Em silêncio sob o fogo cruzado
Fonte: Google
Ana Lucia Vaz*
Domingo cheguei da Ilha Grande, após cinco dias de muita floresta, cachoeira, mar e amor em família. Voltava de alma lavada, de um verdadeiro retiro espiritual.
Foi pelo Facebook que fiz contato com os primeiros sinais da histeria que começava a dominar o Rio de Janeiro. Na quarta-feira, como a correnteza insistia, decidi circular pela internet atrás de entender o que realmente acontecia. Ou melhor, o que se dizia, sob pontos de vista diferentes.

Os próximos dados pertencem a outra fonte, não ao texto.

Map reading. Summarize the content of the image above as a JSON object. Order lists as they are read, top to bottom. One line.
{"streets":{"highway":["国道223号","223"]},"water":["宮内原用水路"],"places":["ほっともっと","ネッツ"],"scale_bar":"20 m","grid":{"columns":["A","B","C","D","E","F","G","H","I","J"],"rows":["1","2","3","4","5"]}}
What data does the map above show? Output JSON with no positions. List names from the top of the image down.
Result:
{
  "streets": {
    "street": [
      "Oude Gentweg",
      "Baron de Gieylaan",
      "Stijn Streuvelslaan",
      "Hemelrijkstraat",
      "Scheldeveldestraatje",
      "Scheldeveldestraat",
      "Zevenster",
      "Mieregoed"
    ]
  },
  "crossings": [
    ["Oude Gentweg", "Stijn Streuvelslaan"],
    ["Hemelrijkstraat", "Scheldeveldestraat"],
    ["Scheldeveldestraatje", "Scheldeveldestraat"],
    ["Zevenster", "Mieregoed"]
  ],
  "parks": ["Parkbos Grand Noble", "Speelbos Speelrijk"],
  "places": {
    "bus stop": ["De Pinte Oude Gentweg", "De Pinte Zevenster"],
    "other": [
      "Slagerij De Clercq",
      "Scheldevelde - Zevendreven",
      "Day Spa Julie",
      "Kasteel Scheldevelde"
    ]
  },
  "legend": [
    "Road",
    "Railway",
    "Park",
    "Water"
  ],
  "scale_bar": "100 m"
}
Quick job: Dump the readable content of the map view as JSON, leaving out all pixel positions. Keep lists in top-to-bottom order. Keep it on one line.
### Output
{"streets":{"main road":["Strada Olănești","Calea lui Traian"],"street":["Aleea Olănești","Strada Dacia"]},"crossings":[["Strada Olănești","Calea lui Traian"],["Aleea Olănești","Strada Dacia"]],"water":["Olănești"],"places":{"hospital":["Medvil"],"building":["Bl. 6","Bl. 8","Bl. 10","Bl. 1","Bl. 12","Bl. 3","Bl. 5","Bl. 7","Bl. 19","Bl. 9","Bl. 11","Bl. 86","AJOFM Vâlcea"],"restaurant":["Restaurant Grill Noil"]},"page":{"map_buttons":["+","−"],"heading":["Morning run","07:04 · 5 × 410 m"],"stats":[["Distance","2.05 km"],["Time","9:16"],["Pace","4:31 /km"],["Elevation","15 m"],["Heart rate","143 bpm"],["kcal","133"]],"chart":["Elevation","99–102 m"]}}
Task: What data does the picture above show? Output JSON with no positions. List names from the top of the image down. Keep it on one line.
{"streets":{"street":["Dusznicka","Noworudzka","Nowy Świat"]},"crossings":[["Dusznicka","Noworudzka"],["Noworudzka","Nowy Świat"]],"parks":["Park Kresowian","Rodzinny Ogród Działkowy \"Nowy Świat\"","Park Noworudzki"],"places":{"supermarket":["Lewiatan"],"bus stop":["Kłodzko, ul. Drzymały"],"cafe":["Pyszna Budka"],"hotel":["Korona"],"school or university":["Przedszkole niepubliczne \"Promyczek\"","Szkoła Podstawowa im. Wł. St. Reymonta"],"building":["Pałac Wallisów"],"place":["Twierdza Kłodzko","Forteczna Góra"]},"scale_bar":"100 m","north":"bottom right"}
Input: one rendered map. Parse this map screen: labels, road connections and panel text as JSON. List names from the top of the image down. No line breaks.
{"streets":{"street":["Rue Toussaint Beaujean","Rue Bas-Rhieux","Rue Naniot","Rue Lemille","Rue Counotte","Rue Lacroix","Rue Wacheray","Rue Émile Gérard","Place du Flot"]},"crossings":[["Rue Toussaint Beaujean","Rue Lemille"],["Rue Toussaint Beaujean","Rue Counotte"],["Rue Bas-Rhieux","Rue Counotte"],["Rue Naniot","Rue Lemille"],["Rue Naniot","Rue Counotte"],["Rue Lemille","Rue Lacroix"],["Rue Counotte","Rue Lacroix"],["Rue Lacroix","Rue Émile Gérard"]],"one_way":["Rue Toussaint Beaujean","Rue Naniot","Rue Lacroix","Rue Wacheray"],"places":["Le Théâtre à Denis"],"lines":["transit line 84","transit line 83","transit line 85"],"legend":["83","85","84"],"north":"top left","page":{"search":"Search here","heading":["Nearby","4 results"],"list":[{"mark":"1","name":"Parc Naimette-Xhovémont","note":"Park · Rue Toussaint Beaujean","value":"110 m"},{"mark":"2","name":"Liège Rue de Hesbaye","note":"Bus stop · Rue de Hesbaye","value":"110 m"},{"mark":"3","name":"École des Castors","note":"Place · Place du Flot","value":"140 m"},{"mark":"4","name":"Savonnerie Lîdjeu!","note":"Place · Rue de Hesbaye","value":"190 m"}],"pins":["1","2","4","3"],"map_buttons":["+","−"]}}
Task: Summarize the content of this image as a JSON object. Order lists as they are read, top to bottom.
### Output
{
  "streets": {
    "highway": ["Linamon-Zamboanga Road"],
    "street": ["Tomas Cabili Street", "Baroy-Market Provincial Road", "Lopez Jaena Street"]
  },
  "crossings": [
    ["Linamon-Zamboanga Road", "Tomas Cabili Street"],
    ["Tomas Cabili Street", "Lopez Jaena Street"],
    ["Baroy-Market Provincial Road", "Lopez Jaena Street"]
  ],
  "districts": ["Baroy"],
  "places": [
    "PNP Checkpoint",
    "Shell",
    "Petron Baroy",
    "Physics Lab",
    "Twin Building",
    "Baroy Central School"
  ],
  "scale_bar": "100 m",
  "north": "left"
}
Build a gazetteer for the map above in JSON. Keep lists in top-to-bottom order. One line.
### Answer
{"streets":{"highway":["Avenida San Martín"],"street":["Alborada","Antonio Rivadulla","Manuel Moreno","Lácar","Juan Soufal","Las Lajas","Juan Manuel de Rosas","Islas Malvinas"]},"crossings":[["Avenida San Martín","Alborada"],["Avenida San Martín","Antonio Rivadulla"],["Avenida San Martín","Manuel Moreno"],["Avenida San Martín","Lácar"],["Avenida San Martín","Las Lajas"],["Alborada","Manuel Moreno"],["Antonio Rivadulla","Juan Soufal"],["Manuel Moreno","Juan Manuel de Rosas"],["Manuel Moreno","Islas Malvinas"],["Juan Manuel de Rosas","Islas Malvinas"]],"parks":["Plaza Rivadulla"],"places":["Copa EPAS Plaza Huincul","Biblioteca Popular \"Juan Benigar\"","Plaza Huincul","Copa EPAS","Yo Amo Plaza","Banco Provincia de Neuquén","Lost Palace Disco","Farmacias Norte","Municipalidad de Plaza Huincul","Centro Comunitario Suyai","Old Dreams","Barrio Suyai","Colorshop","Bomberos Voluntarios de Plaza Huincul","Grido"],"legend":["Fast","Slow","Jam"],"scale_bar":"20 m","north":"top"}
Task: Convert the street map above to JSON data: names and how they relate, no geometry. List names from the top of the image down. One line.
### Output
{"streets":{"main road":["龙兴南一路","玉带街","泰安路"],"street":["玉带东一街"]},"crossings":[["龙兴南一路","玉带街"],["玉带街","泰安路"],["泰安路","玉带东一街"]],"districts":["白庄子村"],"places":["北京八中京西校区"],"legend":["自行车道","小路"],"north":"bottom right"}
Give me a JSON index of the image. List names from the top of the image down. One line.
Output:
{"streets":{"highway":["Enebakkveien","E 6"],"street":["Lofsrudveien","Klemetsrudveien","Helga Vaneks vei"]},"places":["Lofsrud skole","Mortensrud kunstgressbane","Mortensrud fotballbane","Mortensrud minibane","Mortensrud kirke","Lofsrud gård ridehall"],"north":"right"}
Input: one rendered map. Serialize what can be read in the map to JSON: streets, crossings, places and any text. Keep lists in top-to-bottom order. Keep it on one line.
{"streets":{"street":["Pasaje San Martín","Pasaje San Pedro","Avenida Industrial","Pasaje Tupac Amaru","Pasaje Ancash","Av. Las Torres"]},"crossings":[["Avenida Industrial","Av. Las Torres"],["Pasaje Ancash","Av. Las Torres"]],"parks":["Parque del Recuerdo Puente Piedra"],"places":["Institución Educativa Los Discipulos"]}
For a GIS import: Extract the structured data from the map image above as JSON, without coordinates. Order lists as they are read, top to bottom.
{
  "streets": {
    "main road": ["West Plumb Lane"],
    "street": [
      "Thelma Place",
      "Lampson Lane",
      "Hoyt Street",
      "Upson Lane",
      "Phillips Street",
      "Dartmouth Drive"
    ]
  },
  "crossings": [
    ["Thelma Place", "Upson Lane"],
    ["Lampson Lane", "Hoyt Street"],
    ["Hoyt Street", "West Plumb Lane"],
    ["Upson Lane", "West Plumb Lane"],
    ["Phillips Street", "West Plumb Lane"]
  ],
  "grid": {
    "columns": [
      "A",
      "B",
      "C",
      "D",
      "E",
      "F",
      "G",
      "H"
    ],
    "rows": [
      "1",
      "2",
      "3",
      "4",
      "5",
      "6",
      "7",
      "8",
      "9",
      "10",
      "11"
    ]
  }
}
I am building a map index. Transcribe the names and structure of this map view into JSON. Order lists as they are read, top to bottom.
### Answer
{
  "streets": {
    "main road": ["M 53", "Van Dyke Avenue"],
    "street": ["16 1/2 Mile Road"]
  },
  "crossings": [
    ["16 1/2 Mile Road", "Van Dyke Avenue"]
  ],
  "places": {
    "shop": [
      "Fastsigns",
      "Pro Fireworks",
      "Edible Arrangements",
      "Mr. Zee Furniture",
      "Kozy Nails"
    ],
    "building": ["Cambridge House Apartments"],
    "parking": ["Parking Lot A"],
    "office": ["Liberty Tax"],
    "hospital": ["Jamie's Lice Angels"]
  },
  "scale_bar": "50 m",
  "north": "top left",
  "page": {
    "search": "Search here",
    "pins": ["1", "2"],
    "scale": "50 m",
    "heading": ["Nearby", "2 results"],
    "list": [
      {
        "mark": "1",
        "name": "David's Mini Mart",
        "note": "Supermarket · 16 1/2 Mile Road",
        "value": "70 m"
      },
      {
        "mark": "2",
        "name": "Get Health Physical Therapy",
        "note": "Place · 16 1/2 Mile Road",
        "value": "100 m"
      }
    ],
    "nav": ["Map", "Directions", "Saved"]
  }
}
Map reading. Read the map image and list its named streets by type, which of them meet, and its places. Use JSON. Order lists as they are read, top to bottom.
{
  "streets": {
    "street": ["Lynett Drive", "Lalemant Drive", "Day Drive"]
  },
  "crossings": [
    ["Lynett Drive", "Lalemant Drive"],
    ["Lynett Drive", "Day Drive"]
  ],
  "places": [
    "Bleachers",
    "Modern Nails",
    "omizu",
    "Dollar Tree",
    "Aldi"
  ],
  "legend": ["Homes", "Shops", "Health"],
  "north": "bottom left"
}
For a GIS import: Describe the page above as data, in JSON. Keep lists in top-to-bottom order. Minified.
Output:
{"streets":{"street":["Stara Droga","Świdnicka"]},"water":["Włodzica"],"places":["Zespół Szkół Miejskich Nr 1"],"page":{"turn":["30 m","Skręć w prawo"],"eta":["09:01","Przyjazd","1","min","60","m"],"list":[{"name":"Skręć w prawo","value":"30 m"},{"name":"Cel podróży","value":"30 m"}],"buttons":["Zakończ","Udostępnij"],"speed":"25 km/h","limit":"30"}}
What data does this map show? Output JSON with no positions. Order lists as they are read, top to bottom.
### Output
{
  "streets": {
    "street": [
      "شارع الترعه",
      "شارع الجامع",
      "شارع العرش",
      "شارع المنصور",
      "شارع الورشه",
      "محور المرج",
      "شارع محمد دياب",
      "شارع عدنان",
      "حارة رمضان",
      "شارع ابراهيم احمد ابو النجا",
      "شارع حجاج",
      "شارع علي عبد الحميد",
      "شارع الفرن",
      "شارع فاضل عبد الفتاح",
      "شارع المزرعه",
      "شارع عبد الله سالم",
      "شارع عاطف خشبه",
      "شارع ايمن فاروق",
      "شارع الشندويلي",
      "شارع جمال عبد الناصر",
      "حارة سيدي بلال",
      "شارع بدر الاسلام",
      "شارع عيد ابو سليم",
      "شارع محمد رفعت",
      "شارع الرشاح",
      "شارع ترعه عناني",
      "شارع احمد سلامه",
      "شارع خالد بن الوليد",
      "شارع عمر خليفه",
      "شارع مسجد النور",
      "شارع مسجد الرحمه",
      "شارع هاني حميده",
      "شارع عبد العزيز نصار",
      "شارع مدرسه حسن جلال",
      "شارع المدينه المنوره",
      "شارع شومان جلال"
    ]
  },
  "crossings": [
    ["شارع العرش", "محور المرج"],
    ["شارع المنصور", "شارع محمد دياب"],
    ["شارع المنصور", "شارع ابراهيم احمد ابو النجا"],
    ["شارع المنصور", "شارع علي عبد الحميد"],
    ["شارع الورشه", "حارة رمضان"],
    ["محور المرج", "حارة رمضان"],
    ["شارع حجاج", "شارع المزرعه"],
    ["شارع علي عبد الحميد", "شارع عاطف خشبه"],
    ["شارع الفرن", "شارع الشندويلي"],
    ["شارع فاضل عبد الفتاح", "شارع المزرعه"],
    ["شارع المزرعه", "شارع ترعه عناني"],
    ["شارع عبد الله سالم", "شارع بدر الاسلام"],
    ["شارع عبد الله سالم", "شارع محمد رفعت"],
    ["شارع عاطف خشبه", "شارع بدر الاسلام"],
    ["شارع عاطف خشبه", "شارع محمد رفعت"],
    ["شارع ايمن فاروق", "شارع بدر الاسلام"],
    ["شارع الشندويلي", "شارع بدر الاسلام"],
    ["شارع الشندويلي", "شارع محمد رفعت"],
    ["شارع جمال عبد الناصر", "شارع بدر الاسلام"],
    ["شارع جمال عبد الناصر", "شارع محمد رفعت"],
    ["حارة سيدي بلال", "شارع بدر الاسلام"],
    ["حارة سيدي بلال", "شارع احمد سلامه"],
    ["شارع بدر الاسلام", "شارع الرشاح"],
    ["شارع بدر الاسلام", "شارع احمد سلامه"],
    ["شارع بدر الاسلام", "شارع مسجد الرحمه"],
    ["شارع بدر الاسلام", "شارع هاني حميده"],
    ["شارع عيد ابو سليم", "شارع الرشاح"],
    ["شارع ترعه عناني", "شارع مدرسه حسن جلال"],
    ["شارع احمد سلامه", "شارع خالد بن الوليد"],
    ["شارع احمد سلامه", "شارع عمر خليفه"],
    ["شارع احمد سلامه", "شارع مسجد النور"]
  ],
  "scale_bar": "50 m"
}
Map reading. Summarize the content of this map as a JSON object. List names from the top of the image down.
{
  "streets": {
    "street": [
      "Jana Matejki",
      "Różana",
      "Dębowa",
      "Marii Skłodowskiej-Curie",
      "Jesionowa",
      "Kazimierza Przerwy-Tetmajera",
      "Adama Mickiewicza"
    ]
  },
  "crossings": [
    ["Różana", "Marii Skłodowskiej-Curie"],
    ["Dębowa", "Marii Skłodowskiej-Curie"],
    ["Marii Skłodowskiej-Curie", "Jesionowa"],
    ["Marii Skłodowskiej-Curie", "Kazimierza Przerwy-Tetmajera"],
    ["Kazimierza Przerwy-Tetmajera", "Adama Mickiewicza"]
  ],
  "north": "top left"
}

O mantra da quarta-feira era “arrastões”, mas para minha felicidade, cheguei rápido numa entrevista do professor Inácio Cano, alertando para os excessos do espetáculo. Não houve arrastão, não dava pra ter tantas certezas quanto o governo do estado já garantia ter... Enfim, li e fui cuidar da minha vida, segura de que não era para embarcar na correnteza do medo.
Mas o medo é uma das correntezas mais perigosas e sorrateiras que conheço. Ela invade qualquer espaço, passa pelo buraco da fechadura, pela fresta da porta e, se a gente vedar tudo, atravessa as paredes da casa e de nosso corpo.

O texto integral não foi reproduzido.